CHESTER, Pa. (AP) — An Amtrak train struck a piece of heavy equipment just south of Philadelphia on Sunday, causing a derailment that killed two Amtrak workers and sent more than 30 passengers to hospitals, authorities said.

Train 89 was heading from New York to Savannah, Georgia, at about 8 a.m. when it hit the equipment that was on the track in Chester, about 15 miles outside Philadelphia, officials said. The impact derailed the lead engine of the train that was carrying more than 300 passengers and seven crew members.

Chester Fire Commissioner Travis Thomas said two people were killed. A National Transportation Safety Board official confirmed that one was the operator of the equipment. U.S. Sen. Chuck Schumer, D-N.Y., said Amtrak board Chairman Anthony Coscia told him the other person killed was a supervisor and both were Amtrak employees.

 TSB investigator Ryan Frigo said at an evening news conference that the event data recorder and forward-facing and inward-facing video from the locomotive have been recovered.He said the locomotive engineer was among those taken to hospitals.
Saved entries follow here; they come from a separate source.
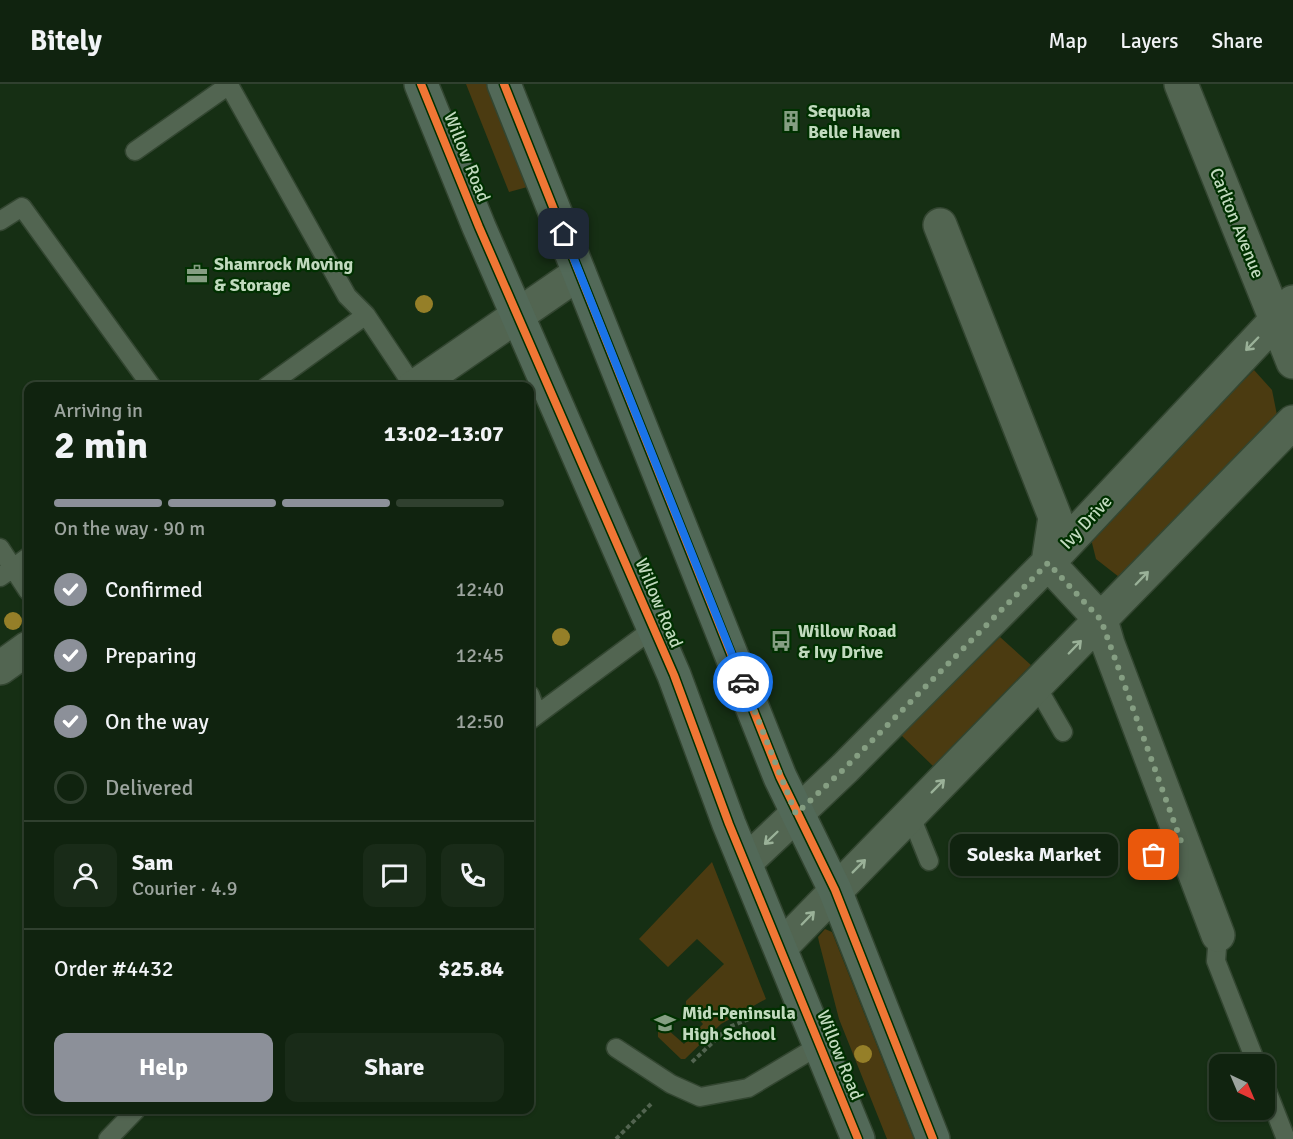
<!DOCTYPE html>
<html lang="en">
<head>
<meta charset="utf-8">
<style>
  body { margin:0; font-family:Signika,sans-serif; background:#192b18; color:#f1f3f6; height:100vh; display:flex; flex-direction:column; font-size:22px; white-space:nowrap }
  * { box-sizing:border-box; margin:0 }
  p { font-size:20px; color:#9ca49e }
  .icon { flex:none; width:33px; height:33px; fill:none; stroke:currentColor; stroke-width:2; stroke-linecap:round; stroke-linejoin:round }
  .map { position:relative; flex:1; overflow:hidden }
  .side { position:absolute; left:24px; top:298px; width:510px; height:732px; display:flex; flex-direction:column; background:#10230f; border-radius:12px; box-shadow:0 2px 4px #0004,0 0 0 2px #30402f }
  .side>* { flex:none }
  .needle { width:39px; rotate:136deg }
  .tools { position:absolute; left:1209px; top:970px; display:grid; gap:12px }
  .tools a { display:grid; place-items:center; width:66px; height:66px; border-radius:12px; background:#10230f; box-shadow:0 2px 4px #0004,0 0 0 2px #30402f; font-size:30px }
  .pin { position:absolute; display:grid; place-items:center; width:51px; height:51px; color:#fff; margin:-26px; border-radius:12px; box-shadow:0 3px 9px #0006 }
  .courier { position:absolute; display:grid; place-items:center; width:60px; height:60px; margin:-30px; border:4px solid #1a73e8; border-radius:50%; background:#fff; color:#222; box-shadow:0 2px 8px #0007 }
  .bubble { position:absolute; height:42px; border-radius:12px; background:#10230f; box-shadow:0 2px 4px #0004,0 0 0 2px #30402f; font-size:20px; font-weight:700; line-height:42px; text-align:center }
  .summary em { font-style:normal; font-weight:700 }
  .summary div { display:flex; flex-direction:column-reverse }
  .summary { display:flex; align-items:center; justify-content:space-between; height:102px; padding:0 30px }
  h1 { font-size:39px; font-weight:700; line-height:45px }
  .bar { display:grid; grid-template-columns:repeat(4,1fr); gap:9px 6px; align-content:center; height:72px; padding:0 30px }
  .bar i { height:8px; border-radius:4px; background:#30402f }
  .bar .active { background:#8c9099 }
  .bar p { grid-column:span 4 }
  .line { display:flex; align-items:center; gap:15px; padding:0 30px; border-top:2px solid #30402f }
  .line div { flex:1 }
  .round { display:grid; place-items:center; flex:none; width:63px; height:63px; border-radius:12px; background:#192b18 }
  ol { padding:0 30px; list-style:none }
  li { display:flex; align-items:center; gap:18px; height:66px }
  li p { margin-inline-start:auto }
  li .icon { padding:6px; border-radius:50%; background:#8c9099; color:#fff; stroke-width:4 }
  li:last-child { color:#9ca49e }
  li i { width:33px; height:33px; border:3px solid #30402f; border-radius:50% }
  .button { display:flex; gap:12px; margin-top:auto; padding:12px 30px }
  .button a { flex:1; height:69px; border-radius:12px; background:#8c9099; color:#fff; font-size:24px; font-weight:700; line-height:69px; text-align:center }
  .button a+a { background:#192b18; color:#f1f3f6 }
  header { display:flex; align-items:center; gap:36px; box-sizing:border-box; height:84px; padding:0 30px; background:#10230f; border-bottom:2px solid #30402f }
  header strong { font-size:28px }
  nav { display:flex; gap:33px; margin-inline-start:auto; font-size:21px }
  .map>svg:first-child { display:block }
</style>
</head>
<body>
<header>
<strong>Bitely</strong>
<nav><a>Map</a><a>Layers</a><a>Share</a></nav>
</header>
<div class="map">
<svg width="1293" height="1055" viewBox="0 0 1293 1055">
  <rect width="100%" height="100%" fill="#162f14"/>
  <!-- green -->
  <path fill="#4b3b11" d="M 466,0 L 490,0 L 531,102 L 509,108 Z
    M 1254,286 L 1272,306 L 1277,331 L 1119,493 L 1096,475 L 1090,451 Z
    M 1000,553 L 1031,581 L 933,682 L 901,651 Z
    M 712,778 L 766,915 L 721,940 L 685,975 L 681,975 L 658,953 L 658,947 L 667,945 L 684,960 L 703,940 L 686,921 L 686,917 L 724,880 L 697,855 L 668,883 L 639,855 Z
    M 825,845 L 832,848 L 914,1055 L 887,1055 L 839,935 L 819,858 L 818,853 Z"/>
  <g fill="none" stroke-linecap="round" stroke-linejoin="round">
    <defs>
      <path id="service" d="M 135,67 L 229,1 L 347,212 L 366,231
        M 0,137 L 22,123 L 152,303
        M 266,303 L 366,231 L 414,303
        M 0,464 L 13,484 L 28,473
        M 0,493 L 13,484 L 28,507
        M 1037,603 L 1063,648
        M 530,611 L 537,630
        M 530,636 L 654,544
        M 910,730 L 929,777
        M 1154,771 L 1182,760
        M 1218,851 L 1216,877 L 1257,981
        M 616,964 L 671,1000 L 700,1013 L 748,1004 L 820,961
        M 1264,999 L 1286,1055
        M 108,1055 L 136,1026"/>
      <path id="minor" d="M 1181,0 L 1293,278
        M 940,141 L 1055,433 L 1048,479 L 1101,536 L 1108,560 L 1218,851
        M 745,779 L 845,684 L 1048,479 L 1293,218
        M 781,863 L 1293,338"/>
      <path id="tertiary" d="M 414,303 L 579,189
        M 0,584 L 28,564"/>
      <path id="primary" d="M 421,0 L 479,143 L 674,591 L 729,740 L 858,1055
        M 504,0 L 780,693 L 835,806 L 933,1055"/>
    </defs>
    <!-- service casing -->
    <use href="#service" stroke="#334631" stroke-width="21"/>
    <!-- minor casing -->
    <use href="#minor" stroke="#334631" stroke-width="36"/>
    <!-- tertiary casing -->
    <use href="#tertiary" stroke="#334631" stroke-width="36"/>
    <!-- primary casing -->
    <use href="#primary" stroke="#334631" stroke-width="36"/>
    <!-- path -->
    <path stroke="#526450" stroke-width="4" stroke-dasharray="4.5 3" stroke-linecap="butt" d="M 692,978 L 729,943 L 769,927
      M 616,1055 L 651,1020"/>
    <!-- service -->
    <use href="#service" stroke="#526551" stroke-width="18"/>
    <!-- minor -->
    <use href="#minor" stroke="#526551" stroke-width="33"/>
    <!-- tertiary -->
    <use href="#tertiary" stroke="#526551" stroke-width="33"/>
    <!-- primary -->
    <use href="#primary" stroke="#526958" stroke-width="33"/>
    <defs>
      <path id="cycleway" d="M 421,0 L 479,143 L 674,591 L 729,740 L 858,1055
        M 504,0 L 780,693 L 835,806 L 933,1055"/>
    </defs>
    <!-- cycleway casing -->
    <use href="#cycleway" stroke="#003000" stroke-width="11"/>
    <!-- cycleway -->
    <use href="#cycleway" stroke="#f07635" stroke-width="8"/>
  </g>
  <!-- trees -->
  <g fill="#957f28">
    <circle cx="424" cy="220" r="9"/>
    <circle cx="13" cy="537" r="9"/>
    <circle cx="561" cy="553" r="9"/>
    <circle cx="863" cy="970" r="9"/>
  </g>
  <!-- one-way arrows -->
  <defs><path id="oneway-shaft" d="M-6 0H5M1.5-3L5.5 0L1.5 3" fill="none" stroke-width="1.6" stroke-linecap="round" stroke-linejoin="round" transform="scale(1.5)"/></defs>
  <g stroke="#9ab198">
    <use href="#oneway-shaft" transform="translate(1252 260) rotate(134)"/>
    <use href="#oneway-shaft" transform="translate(1142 494) rotate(-46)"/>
    <use href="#oneway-shaft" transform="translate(1075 563) rotate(-46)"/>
    <use href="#oneway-shaft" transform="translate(938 702) rotate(-45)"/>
    <use href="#oneway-shaft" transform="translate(771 754) rotate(136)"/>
    <use href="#oneway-shaft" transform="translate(859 782) rotate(-45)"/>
    <use href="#oneway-shaft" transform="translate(808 834) rotate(-46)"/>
  </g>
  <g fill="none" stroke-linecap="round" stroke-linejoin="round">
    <!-- done -->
    <path stroke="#859e82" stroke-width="6" stroke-dasharray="0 10.8" d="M 743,598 L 796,730 L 845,684 L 1048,479 L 1101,536 L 1182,760 L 1154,771"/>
    <!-- route -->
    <path stroke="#1a73e8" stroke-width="8" d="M 564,150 L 743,598"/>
  </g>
  <!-- icons -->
  <defs>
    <symbol id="building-bare" viewBox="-9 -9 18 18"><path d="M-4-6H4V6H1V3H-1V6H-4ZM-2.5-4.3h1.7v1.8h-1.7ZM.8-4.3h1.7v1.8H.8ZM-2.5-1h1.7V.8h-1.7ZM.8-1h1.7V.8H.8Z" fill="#859e82" stroke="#003000" stroke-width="2.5" paint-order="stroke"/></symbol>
    <symbol id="office-bare" viewBox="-9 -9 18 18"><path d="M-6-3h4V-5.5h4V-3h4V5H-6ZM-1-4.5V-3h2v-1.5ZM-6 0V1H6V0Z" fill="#859e82" stroke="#003000" stroke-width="2.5" paint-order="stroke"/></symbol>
    <symbol id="bus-bare" viewBox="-9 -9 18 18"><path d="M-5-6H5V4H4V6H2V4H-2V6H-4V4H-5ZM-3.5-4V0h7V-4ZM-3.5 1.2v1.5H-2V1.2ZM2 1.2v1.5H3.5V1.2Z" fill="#859e82" stroke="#003000" stroke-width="2.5" paint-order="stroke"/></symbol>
    <symbol id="school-bare" viewBox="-9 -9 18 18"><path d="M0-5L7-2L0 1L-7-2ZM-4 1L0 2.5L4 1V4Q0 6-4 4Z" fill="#859e82" stroke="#003000" stroke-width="2.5" paint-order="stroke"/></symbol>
  </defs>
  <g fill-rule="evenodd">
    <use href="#building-bare" x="776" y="22" width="30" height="30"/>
    <use href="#office-bare" x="182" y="175" width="30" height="30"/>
    <use href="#bus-bare" x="766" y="542" width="30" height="30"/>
    <use href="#school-bare" x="650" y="924" width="30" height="30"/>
  </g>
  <g text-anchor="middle" stroke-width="4.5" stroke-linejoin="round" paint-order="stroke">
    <!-- poi labels -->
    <g font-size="18" font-weight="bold" fill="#c1dabe" stroke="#003000" text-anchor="start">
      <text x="808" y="33">Sequoia<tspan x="808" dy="21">Belle Haven</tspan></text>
      <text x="214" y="186">Shamrock Moving<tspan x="214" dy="21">&amp; Storage</tspan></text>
      <text x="798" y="553">Willow Road<tspan x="798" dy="21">&amp; Ivy Drive</tspan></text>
      <text x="682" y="935">Mid-Peninsula<tspan x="682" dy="21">High School</tspan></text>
    </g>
    <!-- street labels -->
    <g font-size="18" fill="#c1dabe" stroke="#003000">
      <text transform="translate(467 73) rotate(68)" y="6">Willow Road</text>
      <text transform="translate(1237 139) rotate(68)" y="6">Carlton Avenue</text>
      <text transform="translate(1086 438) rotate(-47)" y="6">Ivy Drive</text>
      <text transform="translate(659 519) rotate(67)" y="6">Willow Road</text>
      <text transform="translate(840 971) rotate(68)" y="6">Willow Road</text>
    </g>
  </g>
</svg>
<div class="tools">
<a><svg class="needle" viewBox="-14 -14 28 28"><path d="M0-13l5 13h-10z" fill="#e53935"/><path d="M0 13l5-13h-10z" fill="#9ca49e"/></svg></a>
</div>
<div class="pin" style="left:1154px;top:771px;background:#ea580c"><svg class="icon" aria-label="bag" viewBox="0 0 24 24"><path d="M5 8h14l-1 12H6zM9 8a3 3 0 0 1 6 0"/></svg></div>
<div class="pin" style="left:564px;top:150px;background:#1f2937"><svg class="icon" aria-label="home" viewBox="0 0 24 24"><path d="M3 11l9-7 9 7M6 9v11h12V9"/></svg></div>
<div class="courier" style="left:743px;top:598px"><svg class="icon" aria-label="car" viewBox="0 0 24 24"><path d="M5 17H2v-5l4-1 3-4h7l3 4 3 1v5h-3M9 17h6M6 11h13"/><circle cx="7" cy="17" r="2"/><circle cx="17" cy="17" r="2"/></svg></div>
<div class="bubble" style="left:950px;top:750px;width:168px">Soleska Market</div>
<section class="side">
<div class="summary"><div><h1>2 min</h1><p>Arriving in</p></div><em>13:02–13:07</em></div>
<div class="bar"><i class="active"></i><i class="active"></i><i class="active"></i><i></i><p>On the way · 90 m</p></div>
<ol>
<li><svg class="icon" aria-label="check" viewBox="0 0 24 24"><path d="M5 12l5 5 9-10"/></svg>Confirmed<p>12:40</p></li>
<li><svg class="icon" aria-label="check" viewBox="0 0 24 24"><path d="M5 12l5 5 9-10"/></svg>Preparing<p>12:45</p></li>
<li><svg class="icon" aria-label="check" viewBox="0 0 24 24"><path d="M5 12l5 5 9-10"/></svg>On the way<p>12:50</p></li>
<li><i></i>Delivered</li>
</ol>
<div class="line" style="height:108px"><a class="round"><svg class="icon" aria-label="person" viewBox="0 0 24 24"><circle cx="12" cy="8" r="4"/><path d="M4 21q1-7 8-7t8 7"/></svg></a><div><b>Sam</b><p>Courier · 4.9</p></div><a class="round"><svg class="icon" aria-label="chat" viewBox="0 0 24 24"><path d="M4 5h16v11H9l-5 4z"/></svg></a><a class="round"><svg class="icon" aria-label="phone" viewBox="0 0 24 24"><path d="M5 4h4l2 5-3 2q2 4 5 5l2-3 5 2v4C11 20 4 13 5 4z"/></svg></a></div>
<div class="line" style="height:78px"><div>Order #4432</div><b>$25.84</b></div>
<div class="button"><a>Help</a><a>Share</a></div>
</section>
</div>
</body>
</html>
Officials said earlier that none of the injuries was deemed life-threatening.

Schumer said it's unclear whether the equipment was being used for regular maintenance, which usually is scheduled on Sunday mornings because there are fewer trains on the tracks, or whether it was clearing debris from high winds in the area overnight. But he said Amtrak has "a 20-step protocol" for having such equipment, described by Amtrak as a backhoe, on the track, and no trains are supposed to go on a track when equipment is present.

"Clearly this seems very likely to be human error," Schumer said, calling for Amtrak to review its processes. "There is virtually no excuse for a backhoe to be on an active track."